Mark Lenders, bau-bau e il bacetto
By Adriano on Sunday, February 10 2008, 21:17 - Idee - Permalink
This post is also available in: German FrenchDomanda del giorno. Di cosa parliamo noi babeliani quando, durante l’anno Erasmus o all’estero per lavoro, arriviamo col nostro background e andiamo in cerca di confronti “culturali”? Ecco – con un pizzico di autoironia – la hit parade degli argomenti più gettonati .
1. I cartoni animati
Per
la serie: “il Giappone unisce gli europei”. Holly e Benji o “Oliver e
Benji” e il campo di calcio che non finisce mai. Le rovesciate e le
elevazioni che durano il tempo di una partita. I gemelli Derrick e i
loro dentoni. Mark Lenders e la t-shirt con le maniche arrotolate a mo’

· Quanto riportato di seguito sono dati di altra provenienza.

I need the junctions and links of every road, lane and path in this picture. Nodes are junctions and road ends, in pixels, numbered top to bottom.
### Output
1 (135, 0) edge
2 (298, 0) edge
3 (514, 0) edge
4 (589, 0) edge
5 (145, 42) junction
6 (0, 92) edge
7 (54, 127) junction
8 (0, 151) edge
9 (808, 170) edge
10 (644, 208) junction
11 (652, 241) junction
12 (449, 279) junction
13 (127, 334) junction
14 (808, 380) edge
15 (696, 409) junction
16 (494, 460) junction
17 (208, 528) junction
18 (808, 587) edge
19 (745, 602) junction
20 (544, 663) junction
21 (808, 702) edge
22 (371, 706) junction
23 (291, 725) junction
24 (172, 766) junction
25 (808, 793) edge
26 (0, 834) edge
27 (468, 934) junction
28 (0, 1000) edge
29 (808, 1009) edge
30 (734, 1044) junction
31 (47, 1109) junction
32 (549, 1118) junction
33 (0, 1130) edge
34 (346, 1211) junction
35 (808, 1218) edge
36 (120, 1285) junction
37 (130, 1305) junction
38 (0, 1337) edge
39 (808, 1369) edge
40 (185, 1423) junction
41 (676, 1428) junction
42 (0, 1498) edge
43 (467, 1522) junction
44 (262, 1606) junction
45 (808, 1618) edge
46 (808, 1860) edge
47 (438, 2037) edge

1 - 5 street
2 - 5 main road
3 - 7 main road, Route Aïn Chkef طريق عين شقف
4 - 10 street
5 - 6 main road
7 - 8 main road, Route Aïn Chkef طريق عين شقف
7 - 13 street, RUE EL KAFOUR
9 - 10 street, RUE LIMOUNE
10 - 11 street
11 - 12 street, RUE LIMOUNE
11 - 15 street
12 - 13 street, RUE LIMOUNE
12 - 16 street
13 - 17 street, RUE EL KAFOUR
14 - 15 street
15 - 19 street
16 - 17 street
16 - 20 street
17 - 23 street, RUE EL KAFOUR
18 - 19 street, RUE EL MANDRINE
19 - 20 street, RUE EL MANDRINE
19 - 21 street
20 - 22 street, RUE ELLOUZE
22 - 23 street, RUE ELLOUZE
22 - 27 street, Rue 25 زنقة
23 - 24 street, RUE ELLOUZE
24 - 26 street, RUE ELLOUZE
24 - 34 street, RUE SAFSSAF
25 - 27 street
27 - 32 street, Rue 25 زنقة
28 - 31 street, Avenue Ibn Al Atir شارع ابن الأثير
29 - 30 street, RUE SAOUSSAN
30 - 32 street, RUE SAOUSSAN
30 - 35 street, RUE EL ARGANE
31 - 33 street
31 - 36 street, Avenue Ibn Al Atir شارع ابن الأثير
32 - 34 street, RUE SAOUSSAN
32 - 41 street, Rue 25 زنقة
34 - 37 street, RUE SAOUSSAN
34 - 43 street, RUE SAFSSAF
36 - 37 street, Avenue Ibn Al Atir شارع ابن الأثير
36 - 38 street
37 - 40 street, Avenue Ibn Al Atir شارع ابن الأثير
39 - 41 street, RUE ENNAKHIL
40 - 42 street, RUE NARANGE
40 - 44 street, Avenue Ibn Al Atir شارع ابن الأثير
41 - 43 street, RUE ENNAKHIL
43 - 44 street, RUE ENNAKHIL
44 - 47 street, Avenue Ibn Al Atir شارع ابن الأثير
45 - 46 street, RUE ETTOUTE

di “guappo”. Che nostalgia!
2. I versi degli animali
Alzi
la mano chi non ha mai sgranato gli occhi sentendo che il nostro “bau,
bau!”, ad esempio in francese, diventa “ouaf, ouaf!”.
3. Il modo di salutarsi
I
francesi che si fanno il bacetto, ma solo tra persone dello stesso
sesso. Gli italiani che lo fanno solo se si conoscono ma al contrario,
prima a sinistra e poi a destra (discronia che può diventare
imbarazzante…). Quelli di Ginevra che ne fanno sempre tre. I tedeschi
che preferiscono le pacche sulle spalle…
4. A che ora mangi?
Gli spagnoli che pranzano alle tre. I milanesi alla mezza. I napoletani alle due.
5. I sistemi politici
Capita
che sei spagnolo e spiegare gli indipendentismi incrociati non è
facile. Capita che se sei francese la “demonarchia” e gli strapoteri
del Presidente sono prodotti tipici come il camembert. Capita che in
Erasmus arriva la “crisi” nel tuo paese e spiegare la partitocrazia e
la figura di Clemente Mastella è cosa ardua.
Un po’ ripetitivi? Forse. Ma vuoi mettere il piacere di quel baffo di Guinness sulle labbra a parlare di Mark Lenders e farsi bacetti diacronici?
Comments
La tua memoria ti inganna, Adriano, i gemelli non si chiamano Decker, ma Derrick (http://lavender.fortunecity.com/rid...) - come il famoso investigatore televisivo tedesco esportato in tutto il mondo. (Anche lui uno di quei maleducati che si salutano dandosi un colpo sulla spalla).
Grazie mille Laura, hai ragione. Ma le pacche sulle spalle non sono certo maleducazione, è solo cultura e ti confesso che a me i miei amici tedeschi piace salutarli così!
E vogliamo parlare del mitico Supercar, che gli spagnoli traducono "El coche fantástico"? Anche quella l¡ è cultura europea (anche se americana)!